▸ Problem description
Check every line of the entries below for "Left", and copy the lines that have it.

Items from a data source:

⟨

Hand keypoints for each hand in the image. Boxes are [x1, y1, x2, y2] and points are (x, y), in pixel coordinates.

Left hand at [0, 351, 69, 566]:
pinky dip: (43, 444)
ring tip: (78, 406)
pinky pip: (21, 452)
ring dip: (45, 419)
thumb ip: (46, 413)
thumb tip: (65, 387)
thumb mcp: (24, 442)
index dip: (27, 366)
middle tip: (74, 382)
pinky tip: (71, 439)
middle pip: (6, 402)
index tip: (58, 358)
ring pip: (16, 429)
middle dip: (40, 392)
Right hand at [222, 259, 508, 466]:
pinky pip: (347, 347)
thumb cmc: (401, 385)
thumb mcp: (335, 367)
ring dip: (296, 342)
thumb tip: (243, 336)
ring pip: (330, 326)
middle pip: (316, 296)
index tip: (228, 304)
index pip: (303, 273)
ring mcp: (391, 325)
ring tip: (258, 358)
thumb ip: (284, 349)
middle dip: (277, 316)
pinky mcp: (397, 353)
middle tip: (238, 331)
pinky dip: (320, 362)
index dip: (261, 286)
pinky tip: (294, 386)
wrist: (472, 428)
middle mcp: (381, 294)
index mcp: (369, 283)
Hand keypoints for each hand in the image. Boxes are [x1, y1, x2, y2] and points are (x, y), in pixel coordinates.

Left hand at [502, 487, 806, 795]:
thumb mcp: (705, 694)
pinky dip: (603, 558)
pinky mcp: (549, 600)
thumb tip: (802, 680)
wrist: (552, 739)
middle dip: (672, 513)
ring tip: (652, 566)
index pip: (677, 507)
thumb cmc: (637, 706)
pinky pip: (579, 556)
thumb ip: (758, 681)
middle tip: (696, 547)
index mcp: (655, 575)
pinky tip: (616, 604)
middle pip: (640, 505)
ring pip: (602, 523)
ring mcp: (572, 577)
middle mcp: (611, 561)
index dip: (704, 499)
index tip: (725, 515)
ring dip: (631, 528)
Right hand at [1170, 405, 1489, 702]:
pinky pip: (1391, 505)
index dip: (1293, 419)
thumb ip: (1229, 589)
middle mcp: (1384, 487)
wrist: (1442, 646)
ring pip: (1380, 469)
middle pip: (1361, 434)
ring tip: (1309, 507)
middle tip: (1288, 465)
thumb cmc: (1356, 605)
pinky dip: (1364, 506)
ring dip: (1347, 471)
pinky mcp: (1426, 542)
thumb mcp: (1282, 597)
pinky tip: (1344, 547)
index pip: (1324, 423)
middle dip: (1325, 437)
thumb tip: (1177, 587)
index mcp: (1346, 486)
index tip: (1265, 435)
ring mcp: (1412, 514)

⟩
⟨

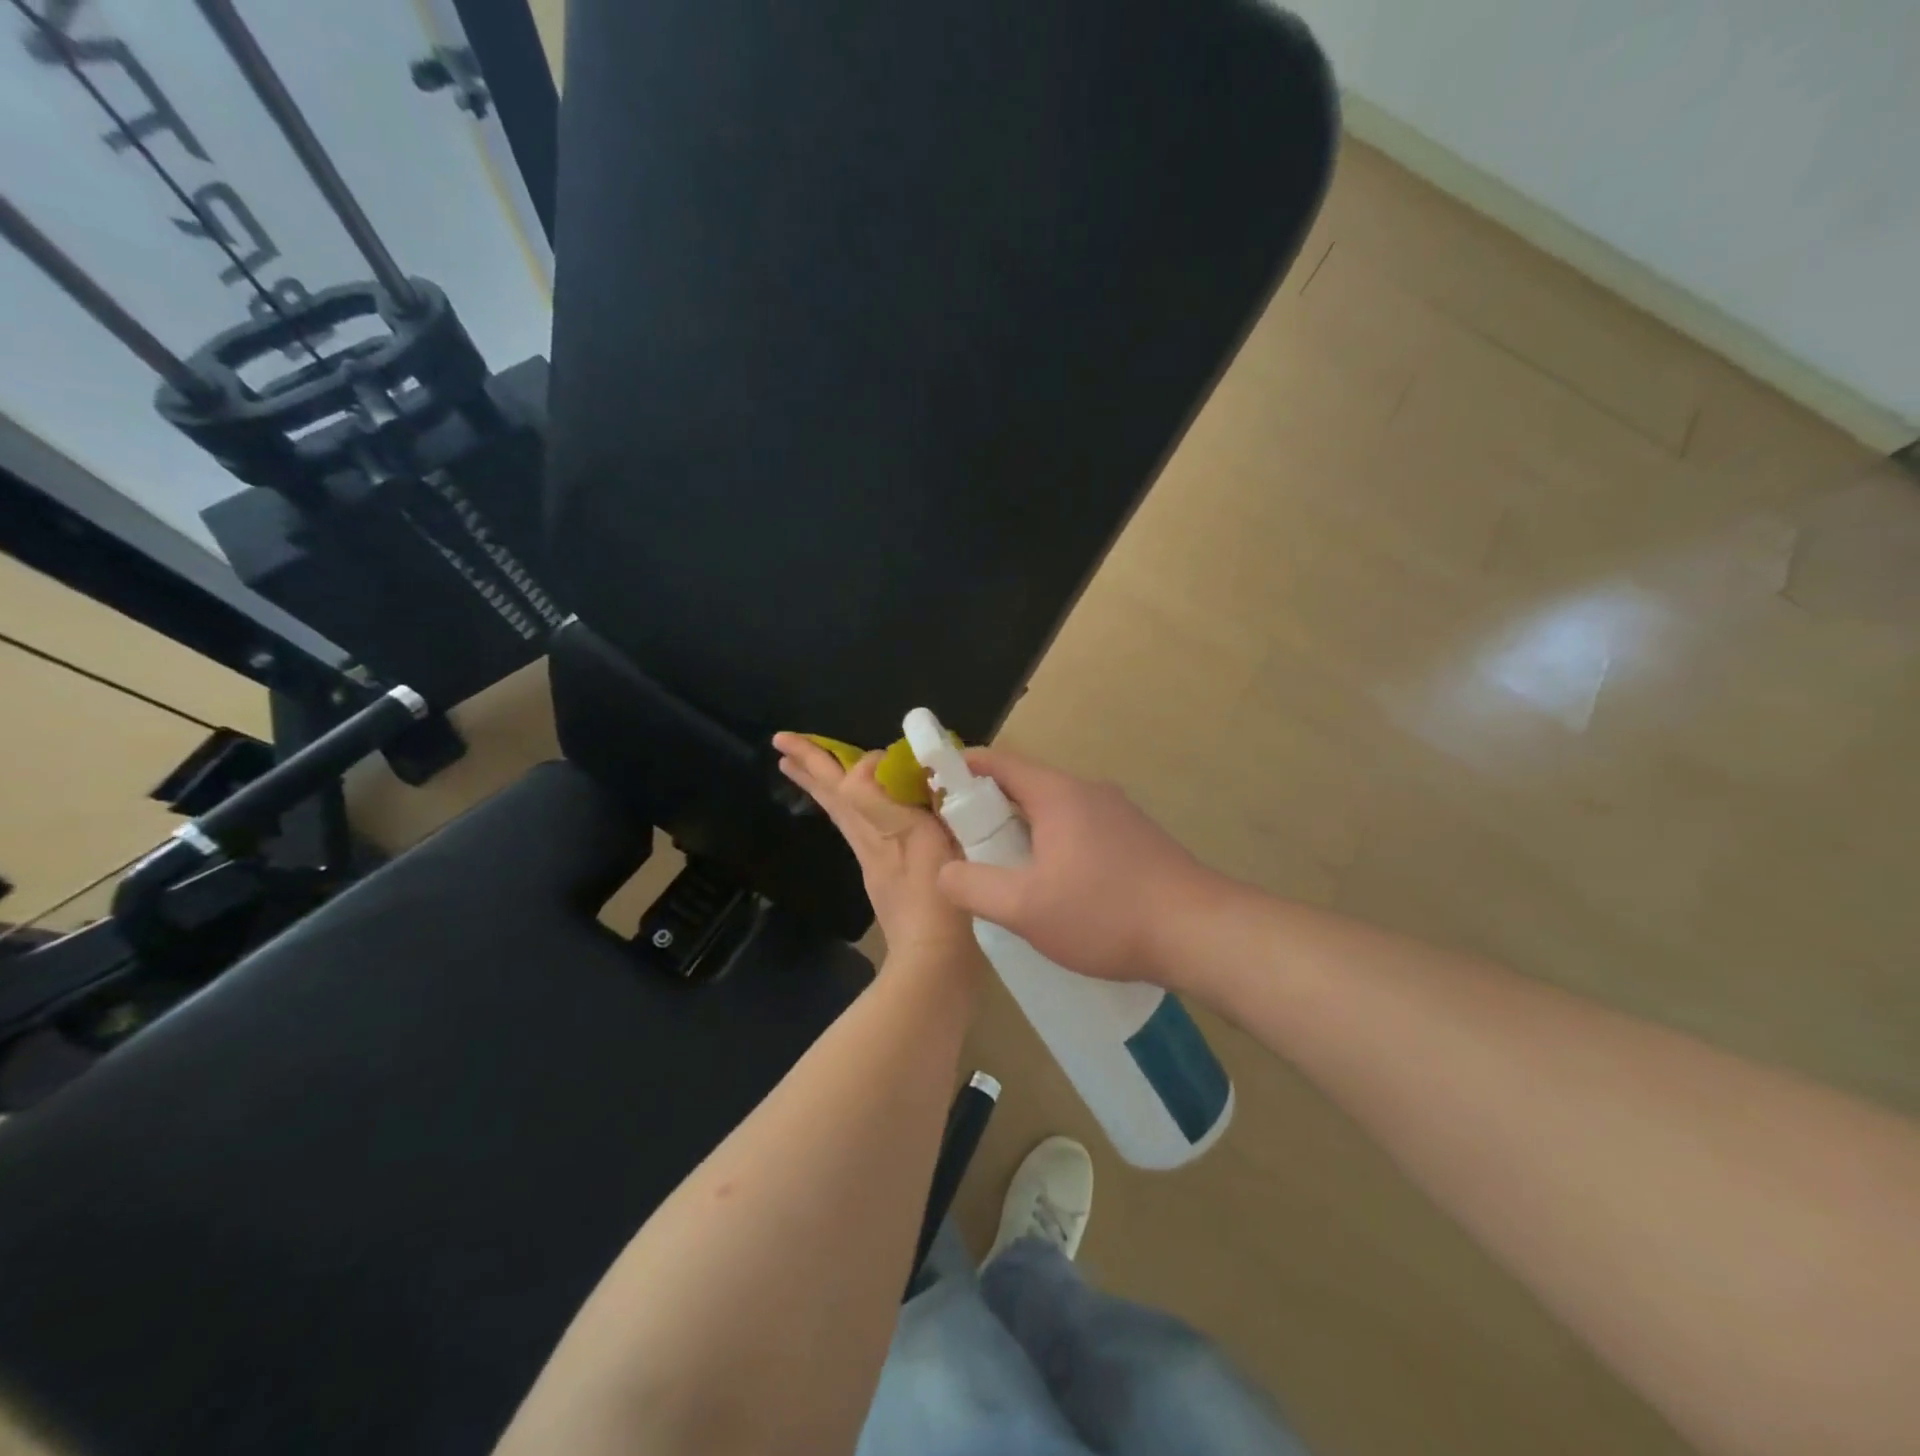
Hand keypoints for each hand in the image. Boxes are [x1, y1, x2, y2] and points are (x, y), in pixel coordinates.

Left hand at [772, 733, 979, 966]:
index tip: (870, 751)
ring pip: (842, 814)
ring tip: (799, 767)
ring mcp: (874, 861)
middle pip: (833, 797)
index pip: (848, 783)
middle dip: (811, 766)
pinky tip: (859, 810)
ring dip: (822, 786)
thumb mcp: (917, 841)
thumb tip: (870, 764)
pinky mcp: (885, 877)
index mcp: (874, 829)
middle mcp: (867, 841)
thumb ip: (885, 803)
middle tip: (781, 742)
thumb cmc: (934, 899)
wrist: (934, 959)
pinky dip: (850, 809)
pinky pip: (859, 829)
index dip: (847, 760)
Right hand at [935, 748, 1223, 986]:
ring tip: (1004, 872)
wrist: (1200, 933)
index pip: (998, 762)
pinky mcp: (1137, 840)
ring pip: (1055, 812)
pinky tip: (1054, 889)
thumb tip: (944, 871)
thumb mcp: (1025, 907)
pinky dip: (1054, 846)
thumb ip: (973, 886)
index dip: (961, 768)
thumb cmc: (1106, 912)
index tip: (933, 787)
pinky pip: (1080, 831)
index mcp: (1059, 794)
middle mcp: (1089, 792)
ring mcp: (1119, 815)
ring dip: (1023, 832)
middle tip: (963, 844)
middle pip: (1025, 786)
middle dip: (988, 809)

⟩

▸ Response
Left hand at [0, 351, 69, 566]:
Left hand at [502, 487, 806, 795]:
Left hand at [772, 733, 979, 966]:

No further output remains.